* **Given information**:

..........

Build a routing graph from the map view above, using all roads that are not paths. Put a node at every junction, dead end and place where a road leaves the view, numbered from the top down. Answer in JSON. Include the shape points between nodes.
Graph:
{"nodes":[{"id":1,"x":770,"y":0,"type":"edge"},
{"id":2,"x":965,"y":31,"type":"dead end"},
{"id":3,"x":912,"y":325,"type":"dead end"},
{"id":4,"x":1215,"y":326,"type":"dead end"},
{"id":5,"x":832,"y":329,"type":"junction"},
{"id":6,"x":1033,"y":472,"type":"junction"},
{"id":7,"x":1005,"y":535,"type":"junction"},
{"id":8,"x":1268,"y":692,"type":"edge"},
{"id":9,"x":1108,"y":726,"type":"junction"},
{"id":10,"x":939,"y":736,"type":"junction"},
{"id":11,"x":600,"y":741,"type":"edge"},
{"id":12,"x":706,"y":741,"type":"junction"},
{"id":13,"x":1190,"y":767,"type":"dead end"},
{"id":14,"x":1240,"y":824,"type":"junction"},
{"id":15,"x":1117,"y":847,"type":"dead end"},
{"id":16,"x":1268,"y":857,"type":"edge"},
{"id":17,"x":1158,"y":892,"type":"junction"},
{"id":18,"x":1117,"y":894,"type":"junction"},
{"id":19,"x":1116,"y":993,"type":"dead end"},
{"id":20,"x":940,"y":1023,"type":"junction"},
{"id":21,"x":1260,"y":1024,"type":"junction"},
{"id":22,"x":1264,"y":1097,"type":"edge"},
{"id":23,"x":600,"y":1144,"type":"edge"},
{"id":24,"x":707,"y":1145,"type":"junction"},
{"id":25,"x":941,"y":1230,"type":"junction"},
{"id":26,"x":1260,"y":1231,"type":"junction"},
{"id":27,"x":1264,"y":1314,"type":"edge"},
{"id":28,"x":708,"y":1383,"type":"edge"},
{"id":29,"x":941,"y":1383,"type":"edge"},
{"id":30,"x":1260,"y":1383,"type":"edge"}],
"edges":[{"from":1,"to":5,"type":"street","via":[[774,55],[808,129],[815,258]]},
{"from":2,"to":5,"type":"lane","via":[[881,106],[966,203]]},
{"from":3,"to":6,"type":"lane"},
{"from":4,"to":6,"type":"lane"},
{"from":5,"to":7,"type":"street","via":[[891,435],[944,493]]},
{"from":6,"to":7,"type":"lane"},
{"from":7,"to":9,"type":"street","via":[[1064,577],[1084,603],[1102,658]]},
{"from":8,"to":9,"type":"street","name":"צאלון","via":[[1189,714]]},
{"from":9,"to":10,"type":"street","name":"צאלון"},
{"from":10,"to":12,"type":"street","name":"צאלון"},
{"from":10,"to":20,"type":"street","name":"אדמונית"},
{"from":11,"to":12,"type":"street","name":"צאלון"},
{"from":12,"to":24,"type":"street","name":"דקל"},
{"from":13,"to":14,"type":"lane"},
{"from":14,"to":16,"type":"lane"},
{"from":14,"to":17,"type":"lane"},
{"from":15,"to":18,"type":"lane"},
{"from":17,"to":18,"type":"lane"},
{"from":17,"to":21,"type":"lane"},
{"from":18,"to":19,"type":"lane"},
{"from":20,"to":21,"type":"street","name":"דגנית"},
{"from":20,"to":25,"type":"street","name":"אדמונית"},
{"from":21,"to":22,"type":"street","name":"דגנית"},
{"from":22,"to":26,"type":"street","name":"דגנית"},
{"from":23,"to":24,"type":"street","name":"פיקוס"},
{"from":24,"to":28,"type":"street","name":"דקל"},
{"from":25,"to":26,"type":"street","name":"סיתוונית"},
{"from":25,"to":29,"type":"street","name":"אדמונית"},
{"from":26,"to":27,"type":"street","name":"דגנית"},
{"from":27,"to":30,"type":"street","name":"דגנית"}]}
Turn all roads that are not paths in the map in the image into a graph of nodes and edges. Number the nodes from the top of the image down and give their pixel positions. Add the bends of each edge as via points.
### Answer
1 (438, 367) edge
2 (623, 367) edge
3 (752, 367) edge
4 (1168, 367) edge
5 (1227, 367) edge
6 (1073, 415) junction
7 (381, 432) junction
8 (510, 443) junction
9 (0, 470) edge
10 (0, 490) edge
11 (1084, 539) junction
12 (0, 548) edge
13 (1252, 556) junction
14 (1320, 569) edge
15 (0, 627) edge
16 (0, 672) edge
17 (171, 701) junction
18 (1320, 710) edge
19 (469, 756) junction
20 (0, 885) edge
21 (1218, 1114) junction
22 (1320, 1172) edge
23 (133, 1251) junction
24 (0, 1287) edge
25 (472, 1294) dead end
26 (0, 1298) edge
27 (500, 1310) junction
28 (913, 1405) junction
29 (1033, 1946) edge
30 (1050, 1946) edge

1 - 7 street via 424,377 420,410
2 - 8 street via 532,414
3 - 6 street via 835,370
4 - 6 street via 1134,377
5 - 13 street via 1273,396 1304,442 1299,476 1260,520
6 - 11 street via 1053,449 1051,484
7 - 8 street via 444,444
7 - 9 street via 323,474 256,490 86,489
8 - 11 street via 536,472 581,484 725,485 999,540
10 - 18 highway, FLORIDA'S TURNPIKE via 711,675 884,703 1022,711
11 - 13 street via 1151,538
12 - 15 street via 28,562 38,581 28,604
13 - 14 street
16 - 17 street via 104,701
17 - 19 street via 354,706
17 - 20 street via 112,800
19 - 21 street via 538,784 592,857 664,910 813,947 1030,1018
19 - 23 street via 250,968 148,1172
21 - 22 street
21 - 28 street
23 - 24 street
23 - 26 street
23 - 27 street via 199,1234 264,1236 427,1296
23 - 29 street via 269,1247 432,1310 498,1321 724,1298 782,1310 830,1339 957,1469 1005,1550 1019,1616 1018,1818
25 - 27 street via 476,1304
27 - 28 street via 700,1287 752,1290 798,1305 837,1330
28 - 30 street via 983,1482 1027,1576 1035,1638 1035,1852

..........

* **Assignment**: Every line of the entries above that includes "nodes" should be copied.

* **Exercise solution**:
Build a routing graph from the map view above, using all roads that are not paths. Put a node at every junction, dead end and place where a road leaves the view, numbered from the top down. Answer in JSON. Include the shape points between nodes.
{"nodes":[{"id":1,"x":770,"y":0,"type":"edge"},
Turn all roads that are not paths in the map in the image into a graph of nodes and edges. Number the nodes from the top of the image down and give their pixel positions. Add the bends of each edge as via points.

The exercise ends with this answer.